> **STORED DATA**:
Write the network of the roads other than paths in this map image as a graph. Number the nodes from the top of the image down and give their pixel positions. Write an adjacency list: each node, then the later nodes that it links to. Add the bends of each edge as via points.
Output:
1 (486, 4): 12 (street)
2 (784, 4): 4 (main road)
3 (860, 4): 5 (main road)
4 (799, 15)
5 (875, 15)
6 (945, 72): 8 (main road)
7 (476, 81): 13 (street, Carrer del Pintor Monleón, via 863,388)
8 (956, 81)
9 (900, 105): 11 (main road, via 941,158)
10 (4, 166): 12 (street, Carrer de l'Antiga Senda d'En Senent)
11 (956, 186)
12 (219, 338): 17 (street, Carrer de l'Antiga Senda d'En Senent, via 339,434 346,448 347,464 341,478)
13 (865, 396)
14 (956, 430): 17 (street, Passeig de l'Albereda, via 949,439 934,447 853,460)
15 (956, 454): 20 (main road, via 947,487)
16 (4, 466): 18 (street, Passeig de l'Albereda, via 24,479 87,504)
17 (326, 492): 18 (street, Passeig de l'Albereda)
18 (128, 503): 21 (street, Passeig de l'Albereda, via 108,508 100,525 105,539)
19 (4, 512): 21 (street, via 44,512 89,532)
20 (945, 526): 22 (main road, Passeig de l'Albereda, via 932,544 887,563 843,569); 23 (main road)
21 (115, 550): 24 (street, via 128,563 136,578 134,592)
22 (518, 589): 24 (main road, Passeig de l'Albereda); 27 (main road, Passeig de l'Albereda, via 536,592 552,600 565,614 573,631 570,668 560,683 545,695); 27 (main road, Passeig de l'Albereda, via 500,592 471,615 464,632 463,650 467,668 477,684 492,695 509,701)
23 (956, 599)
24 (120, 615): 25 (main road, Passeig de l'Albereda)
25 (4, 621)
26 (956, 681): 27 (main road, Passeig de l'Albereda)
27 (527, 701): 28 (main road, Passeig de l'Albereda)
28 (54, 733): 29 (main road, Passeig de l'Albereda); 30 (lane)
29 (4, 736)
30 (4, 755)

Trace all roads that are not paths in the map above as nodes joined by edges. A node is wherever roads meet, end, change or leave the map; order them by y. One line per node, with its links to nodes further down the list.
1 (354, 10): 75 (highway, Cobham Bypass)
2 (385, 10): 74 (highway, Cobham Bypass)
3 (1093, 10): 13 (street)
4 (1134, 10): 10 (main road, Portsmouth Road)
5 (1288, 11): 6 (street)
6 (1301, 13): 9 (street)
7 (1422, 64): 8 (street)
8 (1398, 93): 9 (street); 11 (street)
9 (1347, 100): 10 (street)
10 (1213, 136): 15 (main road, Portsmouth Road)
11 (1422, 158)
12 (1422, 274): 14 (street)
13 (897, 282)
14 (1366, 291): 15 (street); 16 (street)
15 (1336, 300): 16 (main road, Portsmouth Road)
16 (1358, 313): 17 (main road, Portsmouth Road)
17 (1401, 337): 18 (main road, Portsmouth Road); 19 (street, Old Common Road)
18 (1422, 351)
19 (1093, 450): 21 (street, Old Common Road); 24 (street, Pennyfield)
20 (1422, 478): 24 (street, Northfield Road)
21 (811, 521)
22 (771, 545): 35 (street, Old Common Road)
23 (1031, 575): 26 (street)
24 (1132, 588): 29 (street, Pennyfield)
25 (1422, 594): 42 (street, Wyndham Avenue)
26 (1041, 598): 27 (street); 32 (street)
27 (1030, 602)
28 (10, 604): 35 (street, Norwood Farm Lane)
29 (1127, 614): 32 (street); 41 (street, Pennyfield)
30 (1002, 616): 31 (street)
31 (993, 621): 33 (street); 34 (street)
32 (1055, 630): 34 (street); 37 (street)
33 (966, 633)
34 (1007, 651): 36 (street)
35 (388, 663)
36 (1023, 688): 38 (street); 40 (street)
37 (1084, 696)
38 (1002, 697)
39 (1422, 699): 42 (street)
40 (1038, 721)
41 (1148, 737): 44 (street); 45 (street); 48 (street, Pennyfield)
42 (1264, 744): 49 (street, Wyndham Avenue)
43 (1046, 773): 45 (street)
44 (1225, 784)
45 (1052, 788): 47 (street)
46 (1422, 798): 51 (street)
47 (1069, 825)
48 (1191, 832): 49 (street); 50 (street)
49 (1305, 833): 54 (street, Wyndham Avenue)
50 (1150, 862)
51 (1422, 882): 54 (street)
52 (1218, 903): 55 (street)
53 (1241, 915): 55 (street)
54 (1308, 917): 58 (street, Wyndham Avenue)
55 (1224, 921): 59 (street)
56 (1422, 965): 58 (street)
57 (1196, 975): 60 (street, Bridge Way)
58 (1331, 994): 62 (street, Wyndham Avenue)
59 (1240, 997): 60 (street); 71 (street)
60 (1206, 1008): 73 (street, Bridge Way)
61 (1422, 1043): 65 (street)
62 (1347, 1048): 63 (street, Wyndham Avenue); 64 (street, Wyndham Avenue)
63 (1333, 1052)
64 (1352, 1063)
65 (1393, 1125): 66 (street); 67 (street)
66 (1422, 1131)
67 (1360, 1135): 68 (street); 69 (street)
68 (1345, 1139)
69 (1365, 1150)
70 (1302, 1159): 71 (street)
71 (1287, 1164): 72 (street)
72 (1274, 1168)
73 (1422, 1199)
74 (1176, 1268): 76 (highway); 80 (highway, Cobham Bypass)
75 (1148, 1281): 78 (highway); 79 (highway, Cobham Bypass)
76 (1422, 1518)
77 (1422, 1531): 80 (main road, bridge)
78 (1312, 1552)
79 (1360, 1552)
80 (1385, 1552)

> **PROBLEM REQUIREMENTS**:
Filter the material for the word "that" and copy each matching line.

> **RESPONSE TO THE TASK**:
Write the network of the roads other than paths in this map image as a graph. Number the nodes from the top of the image down and give their pixel positions. Write an adjacency list: each node, then the later nodes that it links to. Add the bends of each edge as via points.
Trace all roads that are not paths in the map above as nodes joined by edges. A node is wherever roads meet, end, change or leave the map; order them by y. One line per node, with its links to nodes further down the list.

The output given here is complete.